Introduction to the tDAR Application
Use Cases / Personas:
The tDAR application has four distinct audiences: visitors who are attempting to discover and access archaeological resources; contributors who are adding, managing, and archiving archaeological materials; researchers who are attempting to use tDAR's advanced tools to perform data integration tasks; and finally, administrators. In general, there's a high level of overlap in terms of functionality between the three user bases. All users need to search for materials, download them, the researchers and contributors need to be able to create resources, manage them, upload documents, add and modify metadata, manage permissions, and archive materials. Both researchers and contributors need to be able to properly document data sets using coding sheets, but researchers need to be able to integrate data sets.
High-Level Record Types within tDAR
tDAR manages and defines the following objects uniquely within the system.
Creators (People and Institutions)
Creators within the system have different uses. They uniquely represent a person or institution within tDAR. Creator records have names, addresses, descriptions, and URLs among other common metadata, as well as administrative metadata such as when a record was created or updated. Records may be "wrapped" by other objects to help with managing rights and permissions, or to provide distinct roles on a resource, such as authorship. Person records have additional fields to properly represent a user, including links to institutions.
tDAR has a few different generic types of keywords, those that are controlled, hierarchical, and uncontrolled. Keywords have labels, descriptions and administrative metadata such as creation/modification dates.
Uncontrolled keywords allow for the free-form entry of keyword data. All data here is user entered, and while users may utilize auto-completes to manage uniqueness, the keywords are created automatically as a user adds them.
Controlled keywords are managed by the system administrators as opposed to the end-users. Users are able to apply keywords to a resource, but cannot create new ones.
Lastly, controlled keywords may be organized hierarchically. These keywords may represent concepts of cultures, or locations, or other data that can be represented via a tree or hierarchical grouping.
The primary objects created by users within tDAR are resources. Different resource types roughly map to different generic file formats – documents, images, data sets, geospatial data, coding sheets, ontologies, and 3D & sensory data. The one object type that does not map to a general format is the concept of a Project.

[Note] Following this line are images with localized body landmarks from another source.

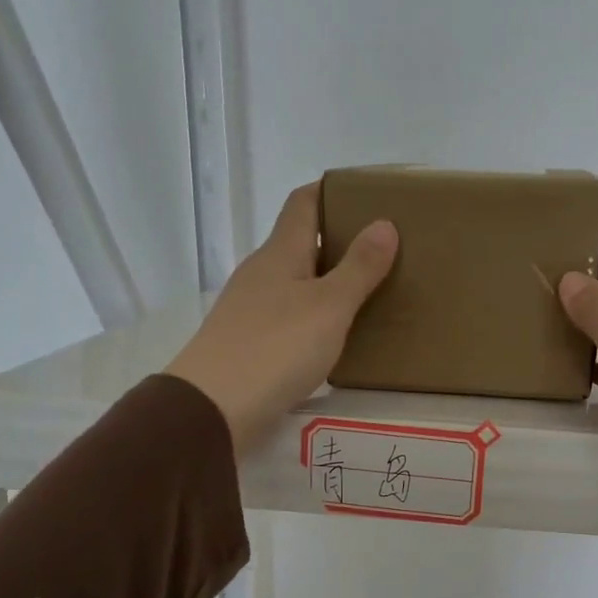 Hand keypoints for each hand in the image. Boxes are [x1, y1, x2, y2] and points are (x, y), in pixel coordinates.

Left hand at [166, 183, 397, 452]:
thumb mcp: (330, 306)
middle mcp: (262, 272)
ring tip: (367, 292)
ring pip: (295, 280)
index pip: (303, 203)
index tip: (365, 194)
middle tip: (382, 249)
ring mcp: (250, 307)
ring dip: (327, 280)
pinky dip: (315, 313)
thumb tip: (383, 223)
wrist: (213, 407)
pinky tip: (334, 334)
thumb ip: (359, 267)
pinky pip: (289, 313)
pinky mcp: (248, 340)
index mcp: (281, 253)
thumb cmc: (277, 348)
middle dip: (338, 239)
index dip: (331, 190)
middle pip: (300, 241)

Projects within tDAR allow users to associate resources within the system with shared metadata. Projects enable shared metadata by associating groups of resources within a project, and allowing those resources to inherit parts of or the complete project metadata. Projects also provide a basic organizational structure for resources within them.
Collections allow users to manage and organize resources. Collections are similar to tags in that resources may be part of multiple collections. Collections are also hierarchical. While projects enable inheritance of metadata, collections enable inheritance of administrative data, such as rights and permissions. Collections also allow for different displays of information for end-users based on the creator's choices.
The tDAR metadata schema maintains direct mappings to a few existing metadata schema, while extending them to include archaeologically specific metadata. The schema maintains direct mappings to Dublin Core and MODS metadata for general and bibliographic metadata. It however, extends these to include information on sites, locations, dates, notes, types of archaeological investigation, material types, and other metadata. As new resource types are added to tDAR, additional metadata fields are added to the schema to support these based on the needs of the resource type, and consulting with the Guides to Good Practice (http://guidestogoodpractice.org), and metadata that is already maintained within the object itself (such as play-time, format, etc.). In the future, the schema may also need to be extended to properly support PREMIS (http://www.loc.gov/standards/premis/) metadata for archiving.
A copy of the tDAR data dictionary is available at: https://dev.tdar.org/confluence/display/TDAR/Data+Dictionary
Visitor / Basic User Functionality:
The core functionality within tDAR focuses around the following actions: discovery (searching, browsing, downloading) and management (creating & editing, deleting, managing rights).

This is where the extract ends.